Aunque no se trata de un fenómeno meteorológico, tampoco queda claro qué es Eclipse. La palabra “movie” se le puede aplicar si nos atenemos estrictamente a algo de lo que sucede con sus planos: se mueven, no es fotografía entonces. Es decir, sin siquiera aspirar a ello, prácticamente por inercia, Eclipse podría asemejarse al cine aunque más no sea por aproximación. Eclipse es demasiado cauta, no ya para ser cine sino para constituir algo medianamente relacionado con el arte. Como tercera parte de una famosa franquicia, autosuficiente y estática, apenas se deja estar y con eso le basta: cuando el sistema da resultados tan contundentes (en el terreno que se quiera), para qué mover una pieza, para qué inquietar a nadie. El técnico que triunfa tiene asegurado el puesto.

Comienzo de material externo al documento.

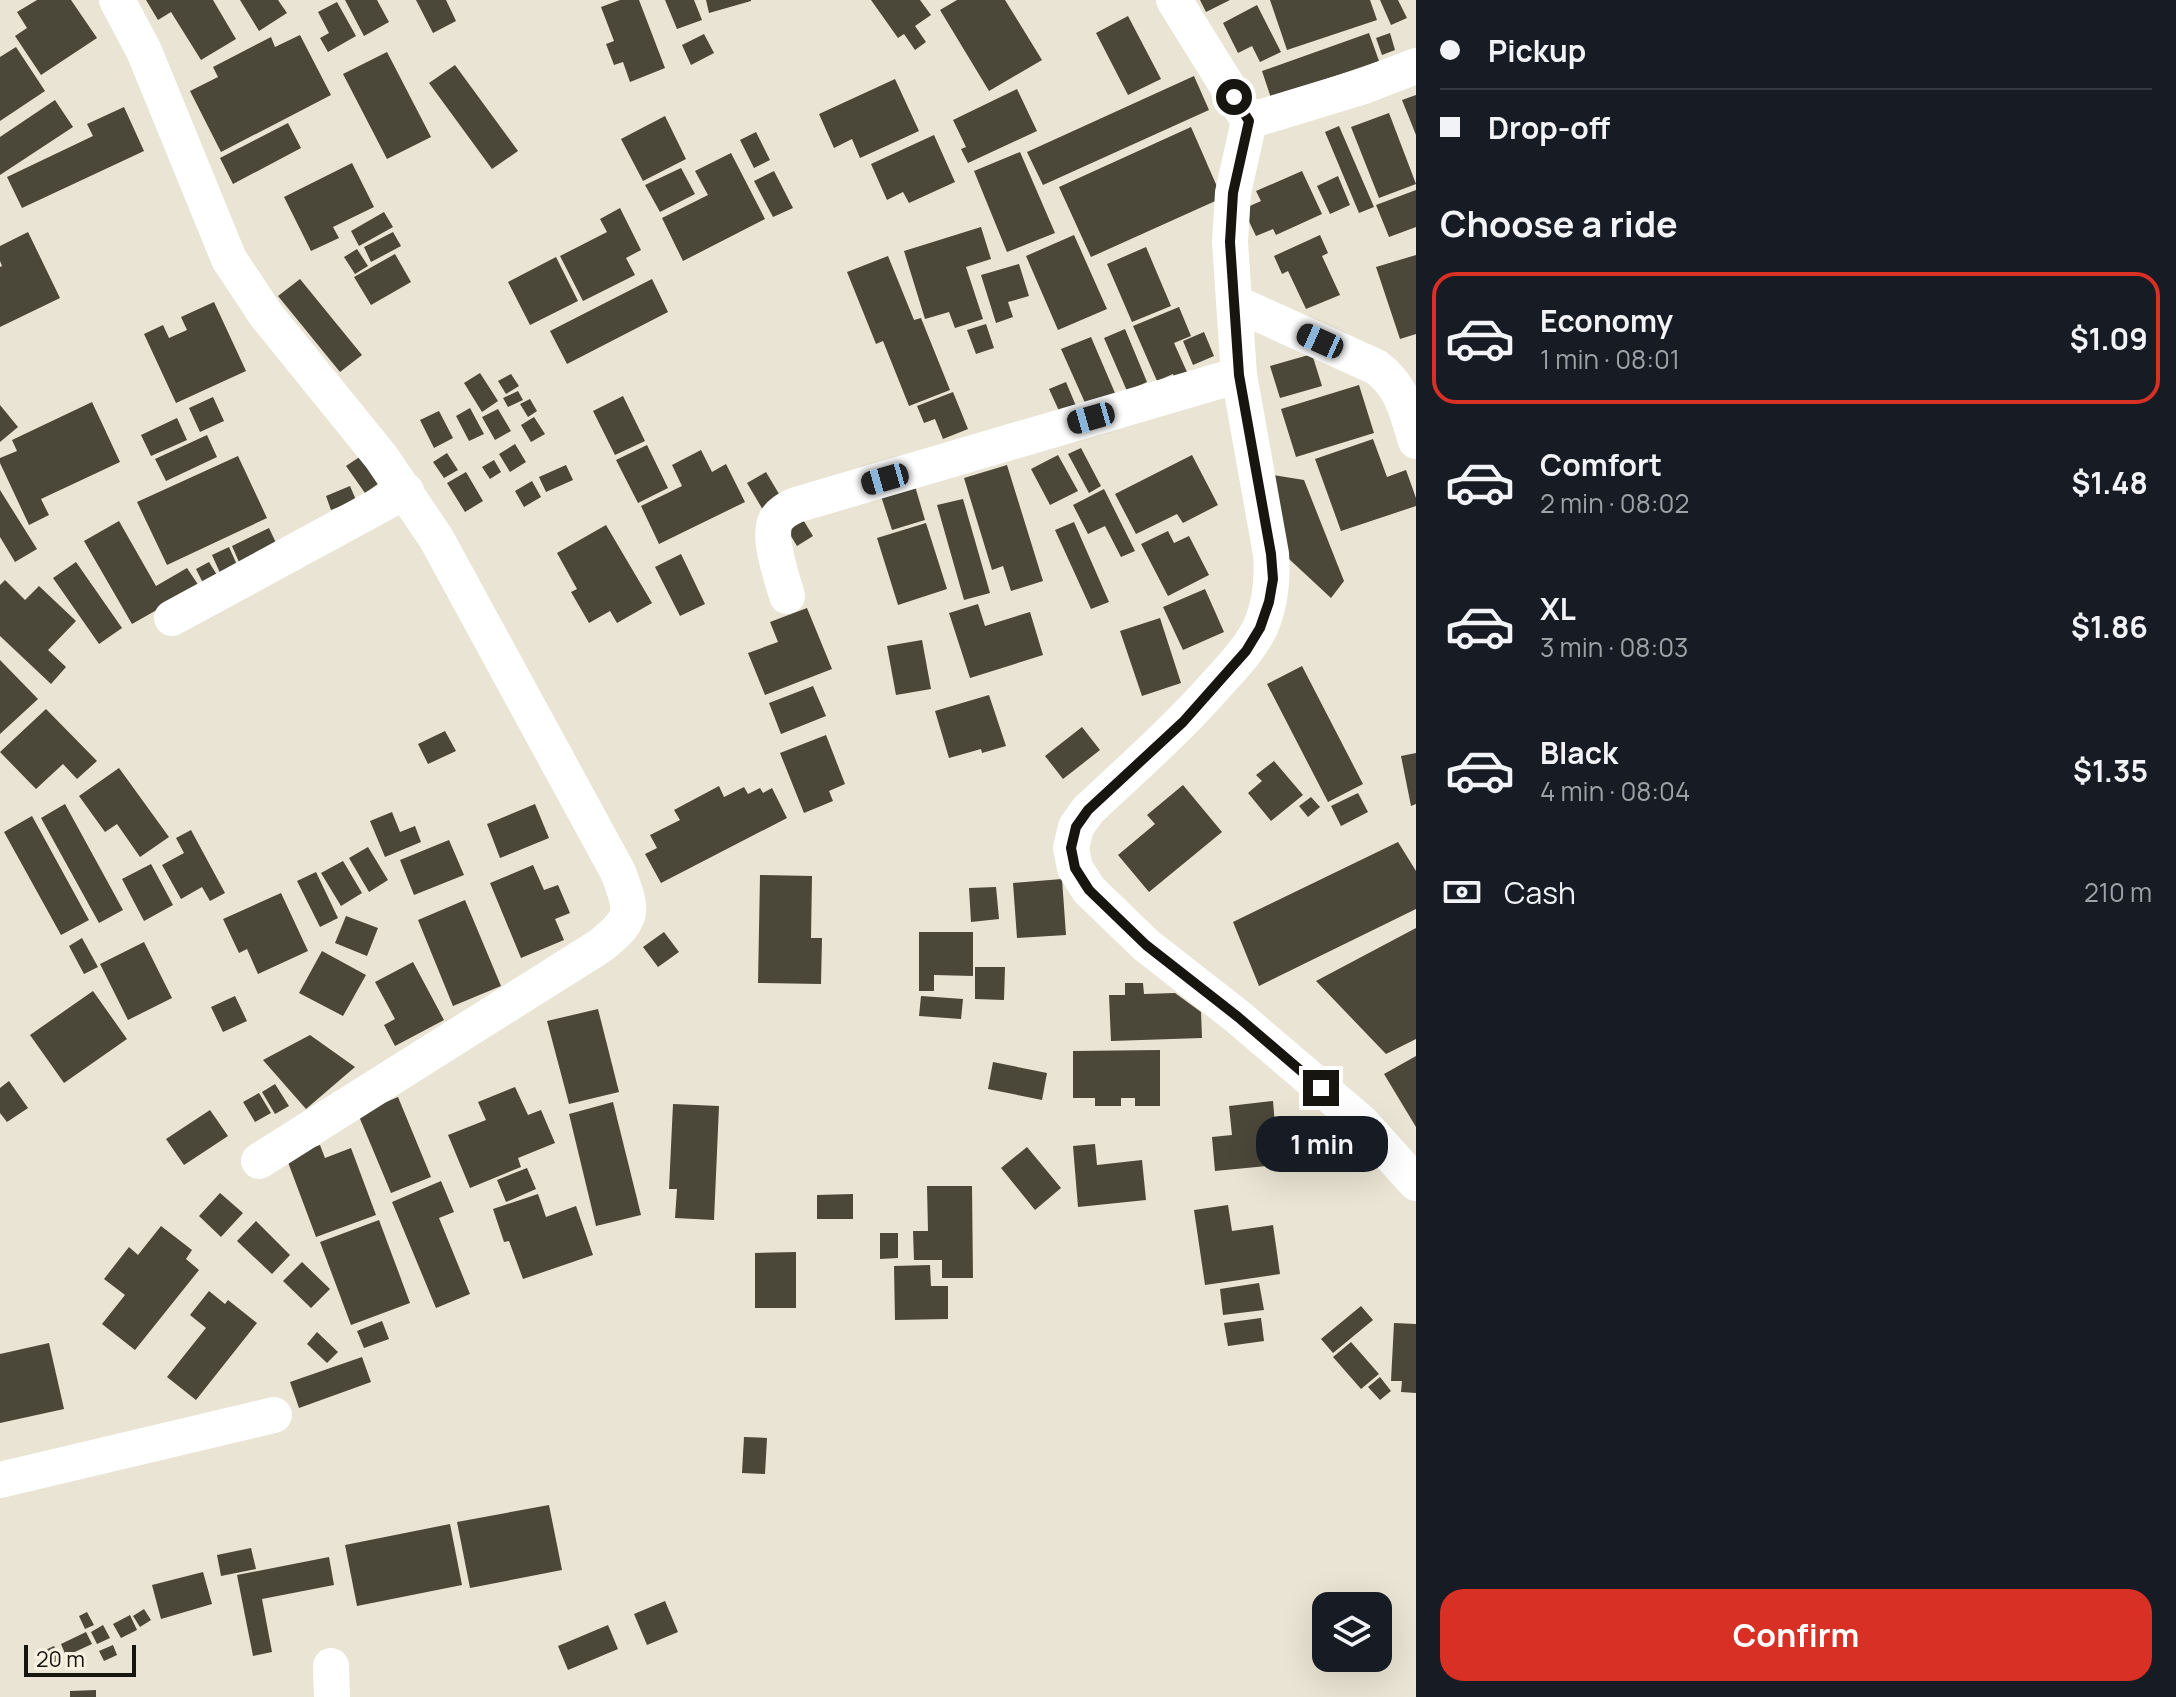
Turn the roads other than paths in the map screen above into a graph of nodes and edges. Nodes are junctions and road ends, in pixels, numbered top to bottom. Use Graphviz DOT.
graph roads {
  1 [pos="117,0"];
  2 [pos="1174,0"];
  3 [pos="1416,66"];
  4 [pos="1249,121"];
  5 [pos="1235,303"];
  6 [pos="1239,375"];
  7 [pos="1416,441"];
  8 [pos="406,491"];
  9 [pos="787,596"];
  10 [pos="172,618"];
  11 [pos="259,1161"];
  12 [pos="1416,1183"];
  13 [pos="274,1415"];
  14 [pos="0,1480"];
  1 -- 8 [label="street"];
  2 -- 4 [label="street"];
  3 -- 4 [label="street"];
  4 -- 5 [label="street"];
  5 -- 6 [label="street"];
  5 -- 7 [label="street"];
  6 -- 9 [label="street"];
  6 -- 12 [label="street"];
  8 -- 10 [label="street"];
  8 -- 11 [label="street"];
  13 -- 14 [label="street"];
}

A Bella se la disputan dos chabones; cada tanto uno se convierte en vampiro y el otro en lobo. Parece inamovible, eso, y seguro que continúa en la siguiente parte. La figura geométrica de Eclipse es el triángulo y su dispositivo narrativo es el de la espera, el de la dilatación permanente del tiempo. El deseo se cuece en la expectativa que los seguidores de la película ya conocen a esta altura de sobra: cuándo se saca la remera el hombre lobo, cuándo se besan Bella y el hombre vampiro. Bella ama al vampiro y el lobo la ama a ella: interpretada por Kristen Stewart, que está más linda que comerse de parado una porción de pizza en Banchero, Bella es el centro de la película y hace las veces de una adolescente arquetípica, que debe lidiar entre su deseo y las restricciones que se le imponen.

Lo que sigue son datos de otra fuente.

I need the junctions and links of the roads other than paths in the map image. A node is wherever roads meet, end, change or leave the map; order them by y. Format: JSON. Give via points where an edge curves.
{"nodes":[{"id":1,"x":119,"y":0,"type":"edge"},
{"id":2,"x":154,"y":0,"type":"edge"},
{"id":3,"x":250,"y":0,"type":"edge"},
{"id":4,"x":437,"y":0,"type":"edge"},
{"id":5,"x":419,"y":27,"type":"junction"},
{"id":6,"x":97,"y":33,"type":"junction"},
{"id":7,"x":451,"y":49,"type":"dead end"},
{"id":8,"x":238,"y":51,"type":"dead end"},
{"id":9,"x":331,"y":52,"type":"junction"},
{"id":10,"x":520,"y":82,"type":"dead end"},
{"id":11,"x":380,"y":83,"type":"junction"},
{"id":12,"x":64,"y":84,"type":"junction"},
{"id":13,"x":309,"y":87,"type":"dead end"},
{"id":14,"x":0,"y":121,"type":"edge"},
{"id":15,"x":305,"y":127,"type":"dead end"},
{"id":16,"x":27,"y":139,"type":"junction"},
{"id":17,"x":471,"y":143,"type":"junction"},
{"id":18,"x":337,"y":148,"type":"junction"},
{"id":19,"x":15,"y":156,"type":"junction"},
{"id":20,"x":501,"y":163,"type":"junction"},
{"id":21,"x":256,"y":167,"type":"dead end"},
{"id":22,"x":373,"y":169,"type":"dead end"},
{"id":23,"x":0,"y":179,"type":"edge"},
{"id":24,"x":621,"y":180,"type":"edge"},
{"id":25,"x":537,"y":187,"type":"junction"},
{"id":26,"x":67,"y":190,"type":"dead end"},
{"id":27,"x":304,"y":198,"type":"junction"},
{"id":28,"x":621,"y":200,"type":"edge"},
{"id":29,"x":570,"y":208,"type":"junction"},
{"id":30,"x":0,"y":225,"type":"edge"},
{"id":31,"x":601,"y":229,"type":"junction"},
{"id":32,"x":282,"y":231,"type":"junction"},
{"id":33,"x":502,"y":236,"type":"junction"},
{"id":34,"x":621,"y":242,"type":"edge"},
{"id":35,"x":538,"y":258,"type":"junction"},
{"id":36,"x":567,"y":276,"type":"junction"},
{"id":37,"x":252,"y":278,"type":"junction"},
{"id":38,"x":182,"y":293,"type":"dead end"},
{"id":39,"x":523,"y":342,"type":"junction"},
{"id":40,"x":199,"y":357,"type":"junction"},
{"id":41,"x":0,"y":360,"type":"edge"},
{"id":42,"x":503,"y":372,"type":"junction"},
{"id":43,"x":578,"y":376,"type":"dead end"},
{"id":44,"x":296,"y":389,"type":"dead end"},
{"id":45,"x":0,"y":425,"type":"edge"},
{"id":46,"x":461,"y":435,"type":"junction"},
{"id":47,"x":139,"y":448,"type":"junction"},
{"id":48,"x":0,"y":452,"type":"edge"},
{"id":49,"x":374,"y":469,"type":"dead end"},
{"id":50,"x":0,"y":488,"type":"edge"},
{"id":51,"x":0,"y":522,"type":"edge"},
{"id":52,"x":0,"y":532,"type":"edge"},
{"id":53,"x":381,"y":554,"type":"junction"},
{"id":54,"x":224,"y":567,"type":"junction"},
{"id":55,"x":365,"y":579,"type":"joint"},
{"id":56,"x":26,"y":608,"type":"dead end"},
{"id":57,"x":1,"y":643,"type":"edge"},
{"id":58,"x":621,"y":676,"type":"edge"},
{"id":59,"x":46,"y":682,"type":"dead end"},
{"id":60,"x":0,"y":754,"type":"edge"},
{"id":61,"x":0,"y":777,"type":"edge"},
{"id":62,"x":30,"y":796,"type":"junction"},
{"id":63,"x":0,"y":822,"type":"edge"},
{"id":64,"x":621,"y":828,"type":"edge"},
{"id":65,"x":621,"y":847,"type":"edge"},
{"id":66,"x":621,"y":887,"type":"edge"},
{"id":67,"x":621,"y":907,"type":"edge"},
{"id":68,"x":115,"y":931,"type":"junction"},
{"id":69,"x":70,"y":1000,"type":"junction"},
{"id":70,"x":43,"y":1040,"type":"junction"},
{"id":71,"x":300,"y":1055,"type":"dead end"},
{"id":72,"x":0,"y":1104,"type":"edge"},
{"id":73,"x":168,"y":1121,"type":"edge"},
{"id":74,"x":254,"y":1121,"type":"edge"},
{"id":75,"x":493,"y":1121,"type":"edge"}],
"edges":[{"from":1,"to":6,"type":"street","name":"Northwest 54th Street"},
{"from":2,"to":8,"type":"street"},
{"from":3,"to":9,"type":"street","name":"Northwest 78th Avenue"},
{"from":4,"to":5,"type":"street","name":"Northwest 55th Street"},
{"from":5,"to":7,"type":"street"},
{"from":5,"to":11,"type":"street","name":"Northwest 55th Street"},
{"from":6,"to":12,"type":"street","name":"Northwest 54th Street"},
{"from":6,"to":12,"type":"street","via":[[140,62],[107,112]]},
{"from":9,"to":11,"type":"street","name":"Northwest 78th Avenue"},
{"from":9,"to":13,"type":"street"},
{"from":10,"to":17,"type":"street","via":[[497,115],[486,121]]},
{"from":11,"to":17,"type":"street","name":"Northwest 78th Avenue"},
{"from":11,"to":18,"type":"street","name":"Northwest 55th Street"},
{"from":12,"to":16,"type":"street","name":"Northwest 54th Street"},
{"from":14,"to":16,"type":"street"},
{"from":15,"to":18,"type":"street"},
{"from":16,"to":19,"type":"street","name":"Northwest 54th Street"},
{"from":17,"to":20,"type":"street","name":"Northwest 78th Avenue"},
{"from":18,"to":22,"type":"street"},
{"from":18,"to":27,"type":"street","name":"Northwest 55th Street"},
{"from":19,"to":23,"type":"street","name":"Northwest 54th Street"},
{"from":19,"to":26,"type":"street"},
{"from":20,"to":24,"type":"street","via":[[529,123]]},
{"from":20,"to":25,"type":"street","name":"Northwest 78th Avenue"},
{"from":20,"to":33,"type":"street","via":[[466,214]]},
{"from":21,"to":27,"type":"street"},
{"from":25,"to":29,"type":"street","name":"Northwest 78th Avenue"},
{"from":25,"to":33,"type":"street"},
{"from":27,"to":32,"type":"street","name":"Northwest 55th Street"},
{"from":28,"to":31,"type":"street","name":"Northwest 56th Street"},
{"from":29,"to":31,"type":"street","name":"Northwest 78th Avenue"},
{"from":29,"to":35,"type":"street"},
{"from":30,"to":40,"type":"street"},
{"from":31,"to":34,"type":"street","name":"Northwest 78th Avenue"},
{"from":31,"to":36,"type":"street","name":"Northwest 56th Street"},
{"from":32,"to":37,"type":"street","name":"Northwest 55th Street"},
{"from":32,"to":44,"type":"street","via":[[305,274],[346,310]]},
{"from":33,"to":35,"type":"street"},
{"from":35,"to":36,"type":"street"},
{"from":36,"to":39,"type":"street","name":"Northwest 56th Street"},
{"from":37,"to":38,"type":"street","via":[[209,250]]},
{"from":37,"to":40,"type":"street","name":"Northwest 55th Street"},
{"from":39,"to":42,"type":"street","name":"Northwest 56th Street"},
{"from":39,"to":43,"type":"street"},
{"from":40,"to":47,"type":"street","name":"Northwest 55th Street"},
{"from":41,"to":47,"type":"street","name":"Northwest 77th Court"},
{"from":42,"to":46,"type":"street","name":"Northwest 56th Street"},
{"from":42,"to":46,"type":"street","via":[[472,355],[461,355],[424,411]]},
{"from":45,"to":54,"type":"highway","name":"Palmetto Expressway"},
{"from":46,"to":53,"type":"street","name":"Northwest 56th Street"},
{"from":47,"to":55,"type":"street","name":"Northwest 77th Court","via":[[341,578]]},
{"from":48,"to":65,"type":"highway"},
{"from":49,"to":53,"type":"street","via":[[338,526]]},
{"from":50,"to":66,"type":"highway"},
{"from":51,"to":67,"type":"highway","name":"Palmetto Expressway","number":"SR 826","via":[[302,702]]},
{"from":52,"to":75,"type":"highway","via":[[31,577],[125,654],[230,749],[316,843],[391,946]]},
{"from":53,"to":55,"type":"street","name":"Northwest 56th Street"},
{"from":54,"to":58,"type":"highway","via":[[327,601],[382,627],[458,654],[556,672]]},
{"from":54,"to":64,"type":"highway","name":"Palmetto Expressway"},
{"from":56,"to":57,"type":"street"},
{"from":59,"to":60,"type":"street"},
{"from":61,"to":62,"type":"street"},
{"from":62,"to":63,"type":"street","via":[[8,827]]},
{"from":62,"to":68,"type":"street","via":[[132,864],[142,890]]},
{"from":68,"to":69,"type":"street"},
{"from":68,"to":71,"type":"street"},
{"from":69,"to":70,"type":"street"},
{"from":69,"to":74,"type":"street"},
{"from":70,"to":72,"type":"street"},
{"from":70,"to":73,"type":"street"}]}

En algún punto, Eclipse es en sus tres cuartas partes una maquinaría casi perfecta al servicio del deseo que no termina de consumarse (porque la franquicia debe seguir su marcha, impulsada por una moral arcaica que funciona menos como una prescripción que como un resorte narrativo). Igual que en un telenovelón de otras épocas, en Eclipse abundan los primeros planos de un modo que podría resultar insólito si los seguidores de la saga estuvieran para entretenerse con exquisiteces semejantes. Por momentos, la película es un desfile de caras serias: en Eclipse nadie sonríe ni de casualidad, acaso para sugerir, en otro de los movimientos de simulación que la película practica, que se está ante un drama de proporciones oceánicas, casi como si fuera una novela victoriana (con sentido de la oportunidad, la película acaso advierte que de una cierta moral se puede extraer la impostura de una dramaturgia que la acompañe).
Eclipse se despliega en una serie de imágenes apáticas, graves, cuya abulia general se ve ocasionalmente interrumpida por dosis escuálidas de suspenso que, en la economía perfectamente controlada de la película, hacen las veces de erotismo. Por ejemplo a veces, si uno tiene buena voluntad, se puede adivinar la raya de Bella cuando la llevan a cuestas y el jean que se le desliza un poquito hacia abajo deja al descubierto una porción ínfima de piel. Qué ligera, graciosa y libre sería esta película si sobre el mismo rígido esquema de porquería se aplicaran algunos ajustes oportunos. Que Kristen Stewart se deje de amagar y termine de escandalizar a su anticuado novio el vampiro sacándose toda la ropa de una vez por todas, que exhiba por fin sus descarnados dones (desde Adventureland que el pueblo quiere saber de qué se trata); que el muchacho lobo haga lo propio, que deje de usar los puños por un rato y vuelva ciegas a las niñas con la luz inesperada de su candil, cosa que después ellas regresen a casa y no puedan contarles a sus padres que en esta oportunidad un poltergeist se metió en el guión (nada, una pavada de amor, la película, deberán decir cuando les pregunten qué tal el cine). Pero habrá que seguir soñando: los espectadores están demasiado protegidos en Eclipse, nadie verá nada inconveniente y sus progenitores, como el padre policía de Bella, podrán irse a dormir tranquilos con la virginidad de sus hijas resguardada.